I try to avoid virtual machines unless there is an absolute need to virtualise the hardware as well - in most cases single kernel, multiple containers is preferred.

Specifically, I use Debian with systemd-nspawn unprivileged (user namespaced) containers (managed by machinectl), defined and built using mkosi as BTRFS subvolumes (a BTRFS mounted on /var/lib/machines/ allows nspawn to create copy-on-write containers from a 'template' container).

The nice thing about nspawn is being able to create simple declarative configurations with private namespaces. With a private network namespace it has the concept of 'zones' which are containers that share the same (private) bridged network. systemd-networkd has built-in configs for both the host and containers to do automatic configuration.

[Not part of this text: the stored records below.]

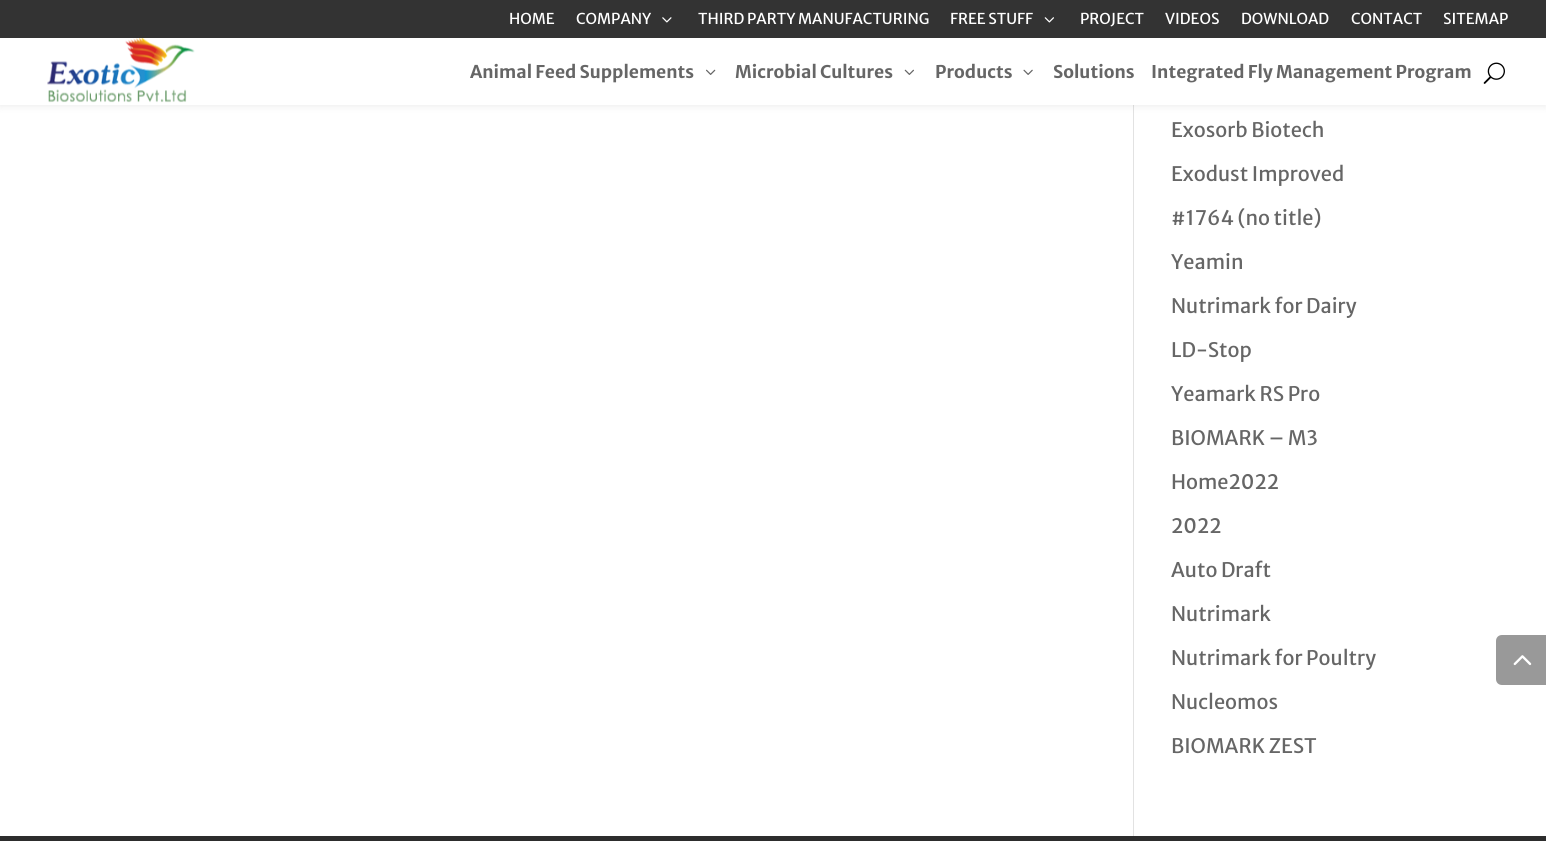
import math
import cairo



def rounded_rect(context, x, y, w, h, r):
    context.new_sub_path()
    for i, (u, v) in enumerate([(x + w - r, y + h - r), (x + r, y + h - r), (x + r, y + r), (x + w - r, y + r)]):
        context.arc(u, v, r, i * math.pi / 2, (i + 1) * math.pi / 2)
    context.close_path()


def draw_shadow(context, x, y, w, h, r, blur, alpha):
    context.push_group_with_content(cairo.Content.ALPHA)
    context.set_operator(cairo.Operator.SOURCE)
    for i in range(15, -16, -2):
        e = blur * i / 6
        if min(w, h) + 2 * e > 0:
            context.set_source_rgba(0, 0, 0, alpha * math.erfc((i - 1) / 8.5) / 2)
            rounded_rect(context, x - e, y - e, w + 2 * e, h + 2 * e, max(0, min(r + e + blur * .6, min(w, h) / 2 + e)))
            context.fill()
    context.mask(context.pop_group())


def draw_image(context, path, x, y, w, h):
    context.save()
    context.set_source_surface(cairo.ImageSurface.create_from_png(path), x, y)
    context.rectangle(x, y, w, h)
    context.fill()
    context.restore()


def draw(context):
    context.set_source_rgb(1, 1, 1)
    context.paint()
    context.set_source_rgb(226 / 255, 226 / 255, 226 / 255)
    context.rectangle(1133, 105, 1, 731)
    context.fill()
    context.set_source_rgb(0, 0, 0)
    draw_shadow(context, 0, 38, 1546, 67, 0, 4.5, 0.1)
    context.set_source_rgb(51 / 255, 51 / 255, 51 / 255)
    context.rectangle(0, 0, 1546, 38)
    context.fill()
    draw_image(context, "images/1.png", 662, 17, 10, 6)
    draw_image(context, "images/2.png", 1044, 17, 10, 6)
    context.set_source_rgb(1, 1, 1)
    context.rectangle(0, 38, 1546, 67)
    context.fill()
    draw_image(context, "images/3.png", 47, 38, 148, 65)
    draw_image(context, "images/4.png", 706, 69, 10, 6)
    draw_image(context, "images/5.png", 904, 69, 10, 6)
    draw_image(context, "images/6.png", 1023, 69, 10, 6)
    draw_image(context, "images/7.png", 1483, 62, 22, 22)
    context.set_source_rgb(153 / 255, 153 / 255, 153 / 255)
    context.new_path()
    context.move_to(1502, 635)
    context.line_to(1546, 635)
    context.line_to(1546, 685)
    context.line_to(1502, 685)
    context.curve_to(1498.5, 685, 1496, 682.5, 1496, 679)
    context.line_to(1496, 641)
    context.curve_to(1496, 637.5, 1498.5, 635, 1502, 635)
    context.close_path()
    context.fill()
    draw_image(context, "images/8.png", 1513, 655, 19, 11)
    context.set_source_rgb(45 / 255, 45 / 255, 45 / 255)
    context.rectangle(0, 836, 1546, 5)
    context.fill()
    context.select_font_face("Merriweather Sans")
    context.set_font_size(15)
    context.set_source_rgb(1, 1, 1)
    context.move_to(509, 24)
    context.show_text("HOME")
    context.move_to(576, 24)
    context.show_text("COMPANY")
    context.move_to(698, 24)
    context.show_text("THIRD PARTY MANUFACTURING")
    context.move_to(950, 24)
    context.show_text("FREE STUFF")
    context.move_to(1080, 24)
    context.show_text("PROJECT")
    context.move_to(1165, 24)
    context.show_text("VIDEOS")
    context.move_to(1241, 24)
    context.show_text("DOWNLOAD")
    context.move_to(1351, 24)
    context.show_text("CONTACT")
    context.move_to(1443, 24)
    context.show_text("SITEMAP")
    context.select_font_face("Merriweather Sans", cairo.FontSlant.NORMAL, cairo.FontWeight.BOLD)
    context.set_font_size(17.5)
    context.set_source_rgb(102 / 255, 102 / 255, 102 / 255)
    context.move_to(470, 78)
    context.show_text("Animal Feed Supplements")
    context.move_to(735, 78)
    context.show_text("Microbial Cultures")
    context.move_to(935, 78)
    context.show_text("Products")
    context.move_to(1053, 78)
    context.show_text("Solutions")
    context.move_to(1151, 78)
    context.show_text("Integrated Fly Management Program")
    context.select_font_face("Merriweather Sans")
    context.set_font_size(20)
    context.move_to(1171, 137)
    context.show_text("Exosorb Biotech")
    context.move_to(1171, 181)
    context.show_text("Exodust Improved")
    context.move_to(1171, 225)
    context.show_text("#1764 (no title)")
    context.move_to(1171, 269)
    context.show_text("Yeamin")
    context.move_to(1171, 313)
    context.show_text("Nutrimark for Dairy")
    context.move_to(1171, 357)
    context.show_text("LD-Stop")
    context.move_to(1171, 401)
    context.show_text("Yeamark RS Pro")
    context.move_to(1171, 445)
    context.show_text("BIOMARK – M3")
    context.move_to(1171, 489)
    context.show_text("Home2022")
    context.move_to(1171, 533)
    context.show_text("2022")
    context.move_to(1171, 577)
    context.show_text("Auto Draft")
    context.move_to(1171, 621)
    context.show_text("Nutrimark")
    context.move_to(1171, 665)
    context.show_text("Nutrimark for Poultry")
    context.move_to(1171, 709)
    context.show_text("Nucleomos")
    context.move_to(1171, 753)
    context.show_text("BIOMARK ZEST")


surface = cairo.ImageSurface(cairo.Format.RGB24, 1546, 841)
context = cairo.Context(surface)
options = cairo.FontOptions()
options.set_hint_metrics(cairo.HintMetrics.OFF)
options.set_hint_style(cairo.HintStyle.NONE)
context.set_font_options(options)
context.set_miter_limit(4)
draw(context)
surface.write_to_png("out.png")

I use this to create per-domain (e.g. example.com) zones with multiple function-specific containers (one for router/firewall, another for DHCP and DNS, others for single-sign-on, database, web, mail, and whatever else is required). I use veth to connect the zone selectively to the host interface public bridge interface providing external access if necessary.

This allows 'development' 'test' and 'production' domains using mkosi to define and build each repeatedly as needed. In the non-public domains the zone can be configured to use the same public IP addresses as production will use without it leaking outside the zone.

I use IPv6 only in the zones with both ULAs and global prefixes and DNS64/NAT64 in the 'router' container if the zone needs to make outbound connections (to IPv4 destinations).

I use netfilter rules applied to each zone's bridge interface to impose firewall restrictions.

Using veth pairs one can connect two containers (or zones) directly rather than using the common zone bridge interface.

I do dev work on the host itself; if you want to partition application usage I'd suggest keeping it simple by using multiple user accounts, one per 'task' so $USER configs and so on are all kept separate.

In the 'development' containers I do things like bind-mounting the base source-code directory, or project-specific directory, into the container. I do all source-code work on the host but build and test in the appropriate container.

For example I have 'linux-builder' container where I do out-of-tree kernel builds for multiple architectures. The container has the required crossbuild tools installed. Recently this has been used to build latest mainline kernel for amd64, arm64, and powerpc64 (for the Xbox 360!).